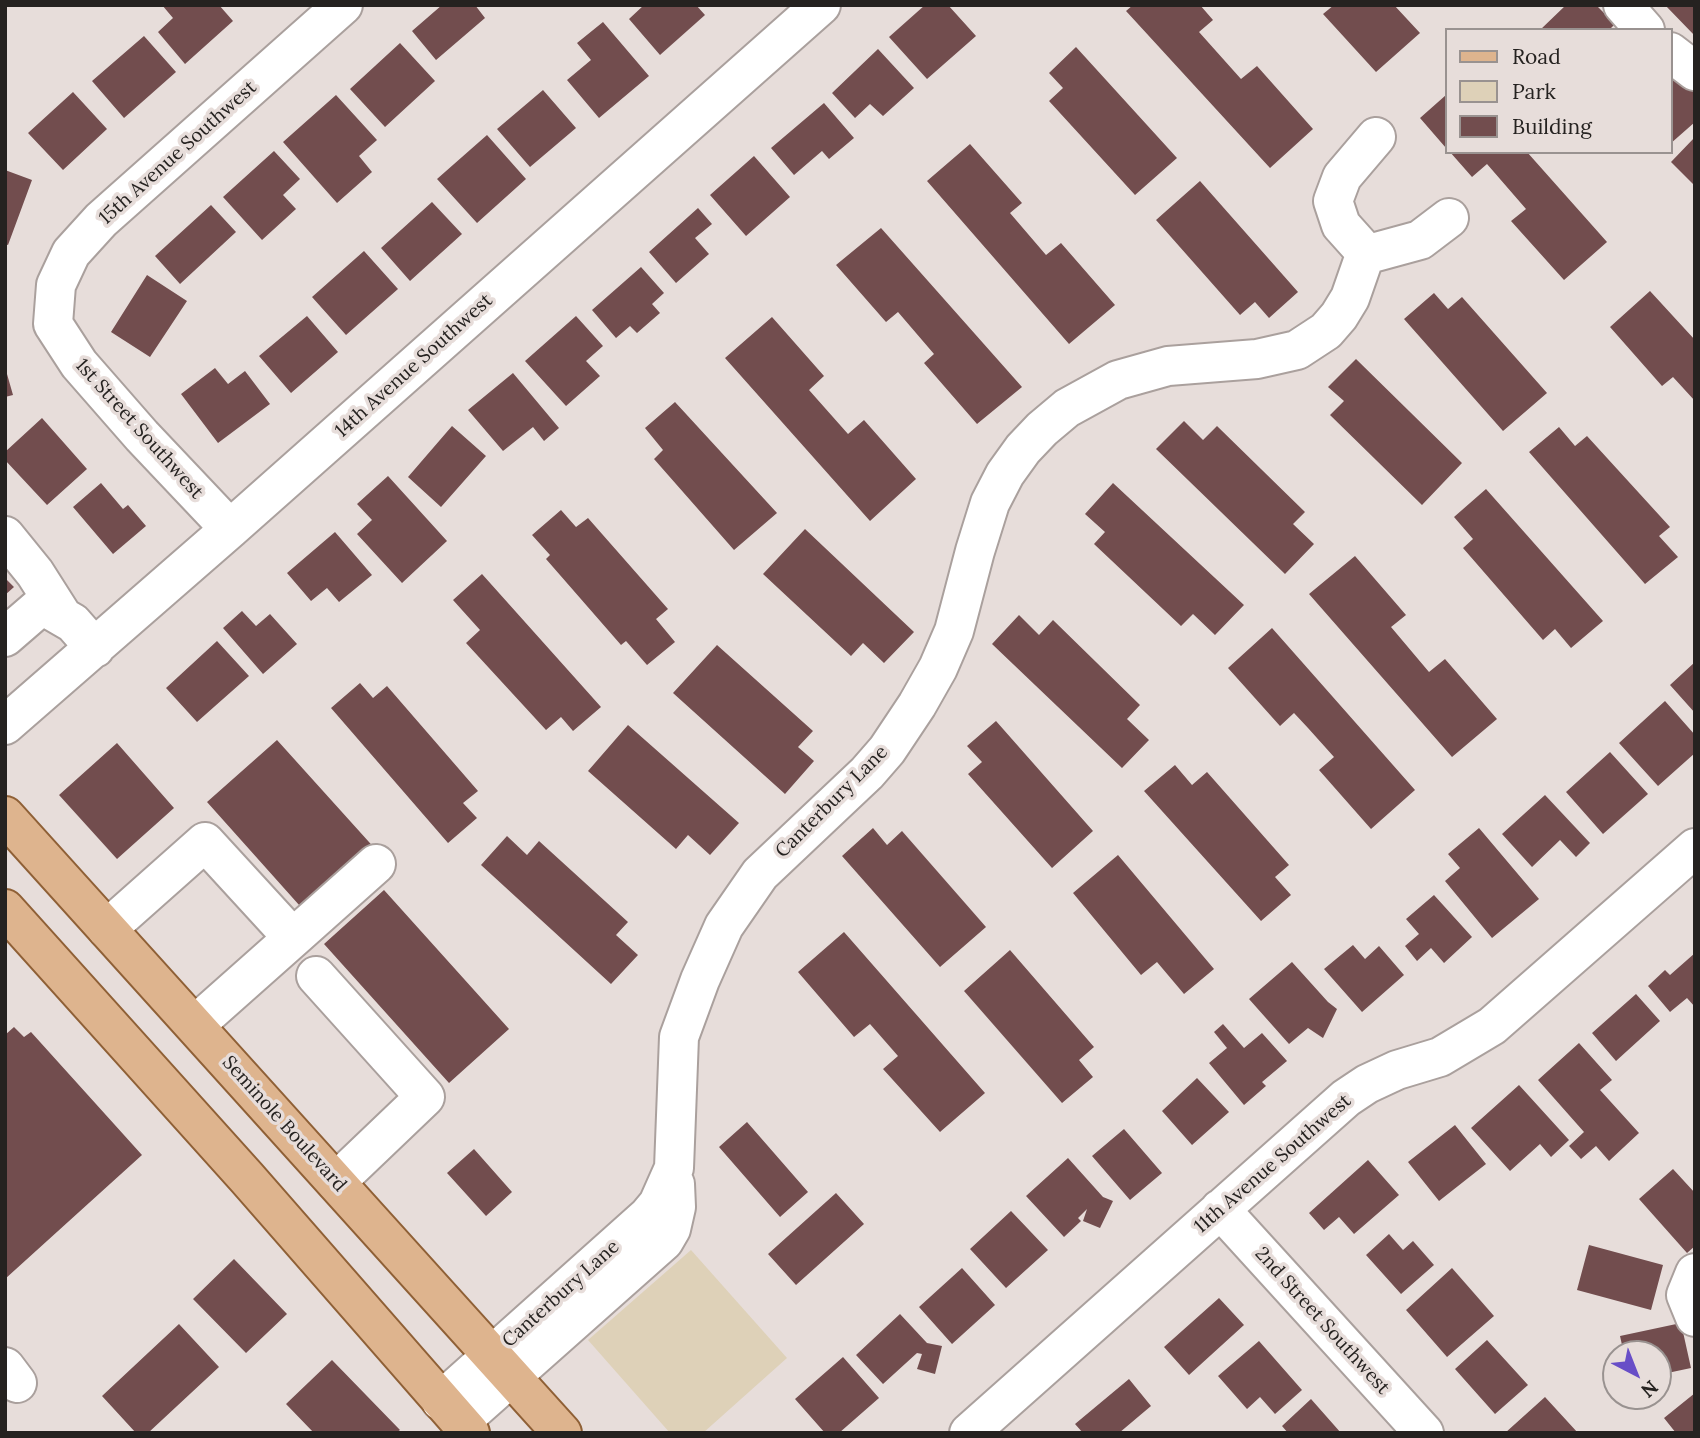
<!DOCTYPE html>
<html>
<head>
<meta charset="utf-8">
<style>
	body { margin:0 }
	#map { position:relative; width:1700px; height:1438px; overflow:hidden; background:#e7ddda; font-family:Lora,serif }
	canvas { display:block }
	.frame { position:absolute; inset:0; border:7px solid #252220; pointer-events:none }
	.legend { position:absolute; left:1445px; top:28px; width:228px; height:126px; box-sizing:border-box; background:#e7ddda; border:2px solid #999290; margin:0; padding:9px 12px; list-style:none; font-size:21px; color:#252220 }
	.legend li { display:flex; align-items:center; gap:14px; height:35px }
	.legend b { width:35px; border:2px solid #999290 }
	.north { position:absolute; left:1602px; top:1340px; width:70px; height:70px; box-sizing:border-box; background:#e7ddda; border:2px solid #999290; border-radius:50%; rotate:138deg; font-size:19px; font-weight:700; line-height:28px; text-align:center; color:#252220 }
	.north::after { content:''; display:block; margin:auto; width:24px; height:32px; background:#684ec7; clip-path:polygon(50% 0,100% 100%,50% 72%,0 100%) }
</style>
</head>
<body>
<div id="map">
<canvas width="1700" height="1438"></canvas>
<div class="frame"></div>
<ul class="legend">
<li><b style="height:9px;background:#deb48e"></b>Road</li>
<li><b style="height:19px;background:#ded1b8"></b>Park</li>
<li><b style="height:19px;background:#724d4e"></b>Building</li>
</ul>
<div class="north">N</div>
</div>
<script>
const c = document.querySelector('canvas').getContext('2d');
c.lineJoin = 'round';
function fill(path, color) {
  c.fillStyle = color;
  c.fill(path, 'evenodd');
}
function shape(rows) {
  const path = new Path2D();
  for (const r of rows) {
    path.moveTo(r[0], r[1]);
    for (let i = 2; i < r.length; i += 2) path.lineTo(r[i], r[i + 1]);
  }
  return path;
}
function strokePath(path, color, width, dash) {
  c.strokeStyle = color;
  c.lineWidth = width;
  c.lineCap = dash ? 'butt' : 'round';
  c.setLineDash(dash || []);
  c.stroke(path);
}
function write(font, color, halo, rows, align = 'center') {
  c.font = font + ' Lora,serif';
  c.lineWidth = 7;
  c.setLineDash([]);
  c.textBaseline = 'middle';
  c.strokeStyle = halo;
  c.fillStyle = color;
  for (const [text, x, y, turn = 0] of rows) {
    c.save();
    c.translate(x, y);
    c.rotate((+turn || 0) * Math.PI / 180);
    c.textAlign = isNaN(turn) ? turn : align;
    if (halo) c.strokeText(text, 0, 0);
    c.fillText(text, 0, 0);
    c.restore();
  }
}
fill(shape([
	[691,1250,787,1358,703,1433,670,1433,588,1340]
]), '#ded1b8');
fill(shape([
	[162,5,219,5,233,21,185,64,158,32,173,18],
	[442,5,475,5,485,18,436,60,412,31],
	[644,5,696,5,705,15,660,55,629,19],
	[925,5,948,5,976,36,927,79,889,37],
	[1133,5,1200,5,1213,20,1199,32,1241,79,1257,66,1313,129,1270,168,1126,11],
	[1334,5,1394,5,1420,33,1376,72,1323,14],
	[1566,5,1596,5,1615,24,1609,30,1540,30],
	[1665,5,1695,5,1695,36],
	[603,22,649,76,599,118,567,80,591,60,577,43],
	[144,36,176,72,124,118,92,81],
	[400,43,435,81,385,127,350,89],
	[1076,47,1177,158,1135,195,1049,101,1063,88,1049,73],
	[878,49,914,88,883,116,870,104,855,118,832,93],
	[1680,72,1695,89,1695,122,1670,144,1670,81],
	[543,90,576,128,530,167,497,129],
	[73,92,107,129,63,170,28,133],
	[336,95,377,140,359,156,372,172,337,203,283,142],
	[1446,95,1446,148,1420,118],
	[824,103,854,138,829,159,822,151,794,175,771,148],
	[487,135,526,179,477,223,437,179],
	[1695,137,1695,186,1671,162],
	[970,144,1022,203,1010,213,1046,255,1061,243,1115,305,1069,344,927,181],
	[274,151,300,179,283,195,296,209,262,240,223,197],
	[1450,152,1527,152,1607,242,1564,280,1511,221,1526,209,1487,164,1472,177],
	[754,156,790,197,746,236,710,195],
	[5,170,32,180,8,245,5,244],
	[1200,181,1298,292,1269,318,1255,302,1240,315,1156,220],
	[432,202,462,234,410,281,381,248],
	[211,205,236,232,180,284,155,256],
	[698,208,712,224,695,238,709,254,676,283,649,252],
	[881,228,1022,387,977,424,924,363,934,354,898,312,886,322,836,265],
	[364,251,398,289,346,335,312,297],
	[641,267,664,293,652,304,660,313,637,333,630,326,616,338,592,310],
	[147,275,187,301,150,357,111,332],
	[1650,291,1695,340,1695,401,1673,377,1662,386,1610,327],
	[1434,293,1448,309,1462,297,1547,393,1503,431,1404,319],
	[307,316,338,352,291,393,259,356],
	[576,316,603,346,586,361,600,376,566,406,525,361],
	[772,317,824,376,809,390,848,434,864,420,916,479,870,521,725,358],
	[1356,359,1462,463,1422,505,1330,415,1344,401,1328,387],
	[5,367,13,395,5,397],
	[215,368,228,384,245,371,270,404,218,443,181,394],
	[513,373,559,428,544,441,533,427,503,451,468,410],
	[675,402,777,513,734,550,654,459,663,450,645,428],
	[42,418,87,469,47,505,5,460,5,452],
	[1184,421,1203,440,1217,426,1305,512,1293,524,1314,544,1285,574,1156,449],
	[452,426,486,456,441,507,408,477],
	[1559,427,1575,446,1587,436,1670,527,1659,536,1678,557,1645,584,1529,452],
	[388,476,447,541,402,583,357,534,372,520,357,504],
	[101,483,123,509,128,505,146,526,113,554,73,507],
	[1113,483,1244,605,1215,635,1193,614,1181,626,1094,544,1105,532,1085,514],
	[1486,489,1603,621,1571,648,1555,629,1543,640,1463,548,1473,539,1454,517],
	[561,510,576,527,588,518,668,609,656,619,675,642,647,665,626,641,621,645,546,559,550,555,532,535],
	[805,529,914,632,884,663,863,643,851,656,763,574],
	[335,532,372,575,339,602,327,588,311,601,287,573],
	[1355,556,1406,615,1391,627,1429,672,1445,659,1497,719,1452,757,1309,594],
	[482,574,601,707,573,731,561,717,546,730,466,643,480,630,453,600],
	[5,578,14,587,5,595],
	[242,611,256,626,270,614,297,644,263,674,223,628],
	[1019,615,1039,635,1053,620,1140,705,1127,719,1149,740,1122,768,992,644],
	[1272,628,1415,790,1371,829,1319,770,1334,757,1308,728,1294,713,1280,726,1228,668],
	[217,641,249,676,197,722,166,688],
	[717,645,813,731,798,747,814,761,785,794,673,693],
	[1695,662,1695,713,1670,685],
	[360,683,373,698,387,686,478,791,463,803,477,818,448,843,331,708],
	[1665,701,1695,735,1695,753,1658,786,1619,743],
	[996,721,1093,831,1052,868,968,774,982,762,967,746],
	[628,725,739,823,710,855,688,835,676,849,588,771],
	[277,740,378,852,308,915,207,802],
	[117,743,174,808,117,859,59,795],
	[1610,752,1648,794,1603,834,1566,792],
	[1175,765,1192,785,1207,772,1289,865,1275,877,1291,895,1261,921,1144,791],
	[1545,795,1590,843,1576,857,1560,840,1532,867,1502,834],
	[873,828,887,845,902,831,986,927,940,967,842,856],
	[1479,828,1539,899,1492,938,1445,881,1460,868,1448,854],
	[507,836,527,855,539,841,628,922,616,935,638,955,611,984,481,865],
	[1118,855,1214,969,1184,994,1157,962,1141,975,1073,893],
	[384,890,509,1029,449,1083,324,944],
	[1434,895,1472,937,1444,963,1431,948,1417,961,1405,946,1419,934,1406,919],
	[844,932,985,1093,940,1132,883,1069,898,1056,870,1024,854,1037,798,972],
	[1353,945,1365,959,1379,946,1404,975,1362,1012,1324,969],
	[1010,950,1094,1047,1079,1060,1093,1077,1062,1103,964,991],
	[1695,953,1695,1007,1687,998,1670,1012,1648,986,1665,970,1670,975],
	[1292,962,1328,1002,1337,1009,1323,1038,1308,1028,1289,1044,1249,999],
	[1636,994,1660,1021,1616,1061,1592,1033],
	[1223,1024,1244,1048,1262,1033,1287,1061,1262,1082,1266,1086,1244,1105,1209,1063,1227,1048,1214,1032],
	[14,1027,24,1037,31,1032,142,1155,5,1279,5,1035],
	[1579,1043,1612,1080,1600,1090,1639,1133,1609,1161,1596,1146,1581,1159,1569,1146,1584,1132,1538,1080],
	[1197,1078,1229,1112,1192,1145,1162,1111],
	[1519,1085,1569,1140,1551,1157,1540,1144,1510,1171,1471,1128],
	[747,1122,808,1192,780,1217,719,1147],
	[1455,1125,1486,1164,1439,1201,1408,1162],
	[1124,1129,1162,1173,1130,1200,1092,1156],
	[474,1149,512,1192,486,1216,447,1173],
	[1068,1158,1103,1197,1113,1201,1100,1228,1083,1221,1087,1209,1078,1218,1081,1221,1064,1237,1026,1196],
	[1368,1160,1399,1195,1354,1234,1339,1217,1324,1230,1309,1213],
	[1673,1169,1695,1193,1695,1246,1687,1253,1639,1199],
	[836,1193,864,1224,796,1285,768,1254],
	[1011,1211,1048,1250,1006,1288,970,1249],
	[1389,1234,1403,1250,1413,1241,1434,1265,1401,1294,1366,1255],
	[1589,1245,1663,1265,1651,1310,1577,1290],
	[234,1259,287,1314,246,1353,193,1299],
	[962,1268,995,1305,952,1344,919,1307],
	[1452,1268,1494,1316,1447,1357,1406,1310],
	[1219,1298,1244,1325,1189,1375,1164,1347],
	[900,1314,927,1343,942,1346,935,1374,917,1369,922,1354,917,1353,883,1384,856,1355],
	[1681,1323,1691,1368,1658,1375,1658,1354,1624,1354,1620,1336],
	[179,1324,219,1367,148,1433,136,1433,102,1396],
	[1487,1340,1528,1385,1495,1414,1455,1369],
	[1259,1341,1302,1390,1275,1414,1260,1397,1247,1409,1218,1376],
	[843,1357,879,1398,839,1433,825,1433,795,1399],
	[332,1360,400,1430,396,1433,314,1433,286,1404],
	[1129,1379,1151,1406,1119,1433,1083,1433,1075,1424],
	[1695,1393,1695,1433,1676,1433,1664,1418],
	[1545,1397,1578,1433,1505,1433],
	[1311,1399,1341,1433,1288,1433,1282,1426]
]), '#724d4e');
const minor = shape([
	[1623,5,1645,30],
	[1670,52,1695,71],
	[1367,254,1341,225,1333,201,1342,177,1376,137],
	[230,529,142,436,79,364,53,324,56,285,71,253,101,220,343,5],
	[5,536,35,573,63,617],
	[5,637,42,605,73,623,95,648],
	[5,725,230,529,821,5],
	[107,929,205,842,293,938,195,1025],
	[293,938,376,864],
	[316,976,425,1097,336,1182],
	[1220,1209,1424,1433],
	[1695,1273,1686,1295,1695,1317],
	[5,1367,17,1383],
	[441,1401,648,1216,658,1204,674,1168,679,1037,700,980,724,926,760,874,867,773,887,750,917,705,938,668,954,631,975,551,990,503,1005,474,1023,449,1042,429,1067,408,1118,380,1168,366,1257,359,1297,350,1326,331,1339,316,1350,298,1365,255,1420,240,1449,218],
	[460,1422,664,1241,671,1229,676,1207,675,1184],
	[969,1433,1346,1098,1367,1084,1397,1070,1440,1057,1492,1026,1695,848]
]);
const major = shape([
	[5,816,562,1433],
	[5,909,247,1178,470,1433]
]);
strokePath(minor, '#aaa09d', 42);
strokePath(major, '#8f6036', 42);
strokePath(minor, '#fff', 38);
strokePath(major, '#deb48e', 38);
write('19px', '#252220', '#e7ddda', [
	["15th Avenue Southwest",178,153,-42],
	["14th Avenue Southwest",414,366,-42],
	["1st Street Southwest",139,429,48],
	["Canterbury Lane",832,802,-45],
	["Seminole Boulevard",284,1124,48],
	["11th Avenue Southwest",1273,1164,-41],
	["Canterbury Lane",561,1294,-42],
	["2nd Street Southwest",1322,1321,48]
]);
</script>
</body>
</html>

--*--

• _Task to carry out_: Of the entries above, repeat exactly the lines between the line with "c.lineJoin = 'round';" and the line with "c.lineWidth = 7;", inclusive, and no others.

• _Written response_:
c.lineJoin = 'round';
function fill(path, color) {
  c.fillStyle = color;
  c.fill(path, 'evenodd');
}
function shape(rows) {
  const path = new Path2D();
  for (const r of rows) {
    path.moveTo(r[0], r[1]);
    for (let i = 2; i < r.length; i += 2) path.lineTo(r[i], r[i + 1]);
  }
  return path;
}
function strokePath(path, color, width, dash) {
  c.strokeStyle = color;
  c.lineWidth = width;
  c.lineCap = dash ? 'butt' : 'round';
  c.setLineDash(dash || []);
  c.stroke(path);
}
function write(font, color, halo, rows, align = 'center') {
  c.font = font + ' Lora,serif';
  c.lineWidth = 7;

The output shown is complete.